Bien sûr, le contexte économique n’est pas aussi favorable qu’espéré. « Mais nous ne sommes ni en récession, comme au début des années 1990, ni dans une profonde dépression, comme en 1930. L’euro ne nous met pas à l’abri d’un ralentissement économique. En revanche, il nous protège des turbulences monétaires du passé », rassure Guy Quaden, le gouverneur de la BNB. Apparemment serein à quelques jours de l’échéance, l’argentier liégeois estime que la Belgique est « globalement prête ». D’autant que « le débarquement pacifique de la nouvelle monnaie s’est fait en deux vagues ». En un week-end, la Bourse et les marchés financiers ont réalisé leur big bang dès le début janvier 1999. Sans aucune difficulté notoire. Ce qui est plutôt rassurant, même si, à l’époque, il s’agissait avant tout d’adapter des ordinateurs.

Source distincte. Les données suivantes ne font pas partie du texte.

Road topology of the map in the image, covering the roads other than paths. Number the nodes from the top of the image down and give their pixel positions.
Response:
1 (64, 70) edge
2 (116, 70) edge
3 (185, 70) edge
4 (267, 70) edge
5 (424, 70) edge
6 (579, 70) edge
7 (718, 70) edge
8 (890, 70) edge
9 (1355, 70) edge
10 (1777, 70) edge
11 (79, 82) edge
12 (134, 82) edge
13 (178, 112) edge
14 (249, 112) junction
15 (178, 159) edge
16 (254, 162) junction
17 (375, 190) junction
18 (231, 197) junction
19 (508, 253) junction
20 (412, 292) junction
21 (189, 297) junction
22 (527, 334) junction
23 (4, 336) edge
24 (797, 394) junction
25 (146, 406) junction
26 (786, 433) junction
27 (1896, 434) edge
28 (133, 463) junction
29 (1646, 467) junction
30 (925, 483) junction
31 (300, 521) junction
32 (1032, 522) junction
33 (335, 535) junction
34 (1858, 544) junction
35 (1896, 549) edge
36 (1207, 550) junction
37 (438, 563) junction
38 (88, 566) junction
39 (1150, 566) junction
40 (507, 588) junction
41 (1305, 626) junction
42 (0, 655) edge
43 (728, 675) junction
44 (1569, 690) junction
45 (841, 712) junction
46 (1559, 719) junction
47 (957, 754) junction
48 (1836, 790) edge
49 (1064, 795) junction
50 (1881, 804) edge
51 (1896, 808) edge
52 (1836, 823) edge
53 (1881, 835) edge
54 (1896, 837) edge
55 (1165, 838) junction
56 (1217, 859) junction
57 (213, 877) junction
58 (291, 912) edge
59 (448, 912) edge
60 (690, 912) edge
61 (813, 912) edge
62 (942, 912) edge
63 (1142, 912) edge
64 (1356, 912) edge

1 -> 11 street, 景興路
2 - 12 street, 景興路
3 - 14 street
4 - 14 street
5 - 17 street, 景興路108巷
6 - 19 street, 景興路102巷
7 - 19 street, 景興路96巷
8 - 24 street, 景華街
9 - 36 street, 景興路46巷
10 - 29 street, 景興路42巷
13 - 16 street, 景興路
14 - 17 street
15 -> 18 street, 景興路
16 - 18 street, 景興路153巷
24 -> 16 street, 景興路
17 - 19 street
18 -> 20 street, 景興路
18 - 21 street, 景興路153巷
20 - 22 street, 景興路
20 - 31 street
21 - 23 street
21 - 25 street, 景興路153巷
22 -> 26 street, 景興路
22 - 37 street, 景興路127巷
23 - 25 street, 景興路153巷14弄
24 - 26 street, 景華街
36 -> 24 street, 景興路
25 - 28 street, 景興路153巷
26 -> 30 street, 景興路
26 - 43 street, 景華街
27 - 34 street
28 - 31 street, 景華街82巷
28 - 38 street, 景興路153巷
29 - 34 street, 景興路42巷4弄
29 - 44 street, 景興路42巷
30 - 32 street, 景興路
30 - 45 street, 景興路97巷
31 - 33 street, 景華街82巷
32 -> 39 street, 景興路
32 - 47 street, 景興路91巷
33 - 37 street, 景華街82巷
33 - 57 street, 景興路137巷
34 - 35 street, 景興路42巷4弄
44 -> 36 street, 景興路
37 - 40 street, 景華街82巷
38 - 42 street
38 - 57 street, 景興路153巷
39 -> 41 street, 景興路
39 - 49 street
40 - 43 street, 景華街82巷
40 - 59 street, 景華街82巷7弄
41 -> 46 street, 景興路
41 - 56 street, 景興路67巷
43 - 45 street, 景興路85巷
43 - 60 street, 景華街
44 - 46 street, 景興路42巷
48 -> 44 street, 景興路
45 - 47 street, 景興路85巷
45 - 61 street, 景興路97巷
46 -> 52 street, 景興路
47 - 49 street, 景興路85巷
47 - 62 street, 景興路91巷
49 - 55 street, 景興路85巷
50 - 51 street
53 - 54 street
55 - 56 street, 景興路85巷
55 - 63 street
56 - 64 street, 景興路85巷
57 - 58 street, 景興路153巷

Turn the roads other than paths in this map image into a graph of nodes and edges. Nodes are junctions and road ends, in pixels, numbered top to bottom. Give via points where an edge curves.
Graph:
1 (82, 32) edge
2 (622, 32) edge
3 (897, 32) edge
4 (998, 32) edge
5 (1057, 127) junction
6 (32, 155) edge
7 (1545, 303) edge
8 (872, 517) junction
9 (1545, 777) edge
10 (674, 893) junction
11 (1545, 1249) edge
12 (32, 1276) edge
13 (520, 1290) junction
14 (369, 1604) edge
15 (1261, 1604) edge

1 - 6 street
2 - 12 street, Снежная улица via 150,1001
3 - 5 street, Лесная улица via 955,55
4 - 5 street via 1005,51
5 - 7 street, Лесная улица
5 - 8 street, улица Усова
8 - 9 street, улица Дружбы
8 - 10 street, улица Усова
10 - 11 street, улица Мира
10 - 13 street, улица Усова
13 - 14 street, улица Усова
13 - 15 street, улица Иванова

Depuis 1996, en fait, les préparatifs ont été progressifs. Aujourd’hui, forcément, l’essentiel du travail a été réalisé et le risque de mauvaises surprises est limité. Des paiements scripturaux en euro sont permis depuis belle lurette, la plupart des entreprises ont converti leur comptabilité et le monde des affaires jongle sans problème avec la nouvelle devise. Même les administrations publiques sont dans le vent. On leur promettait un gigantesque fiasco informatique. Or, à Namur, Bruxelles ou Anvers, les communes, CPAS ou ministères semblent dans les temps par rapport aux tâches diverses à accomplir: un programme en 480 points pour un ministère fédéral de taille moyenne, de la conversion des formulaires de paiement à l’adaptation de tout le réseau informatique!

Depuis le mois de juillet dernier, il est vrai, les pouvoirs publics et certains secteurs d’activité cruciaux ont eu la bonne idée de presser le pas. En plusieurs phases, les banques ont assuré la conversion automatique des comptes et des produits financiers. Les assureurs ont fait de même. Les pompes à essence ont privilégié l’affichage des prix en euro, ce qui a permis aux automobilistes de se familiariser avec la nouvelle échelle de valeurs. Durant l’automne, les grands facturateurs (eau, gaz, électricité, téléphone, télédistribution…) ont également pris une longueur d’avance. Une opération totalement anodine pour les consommateurs qui paient par domiciliation bancaire. Si bien qu’aujourd’hui de nombreuses transactions financières qui concernent directement le budget mensuel des Belges s’opèrent déjà en euro. Sans compliquer la vie des principaux intéressés.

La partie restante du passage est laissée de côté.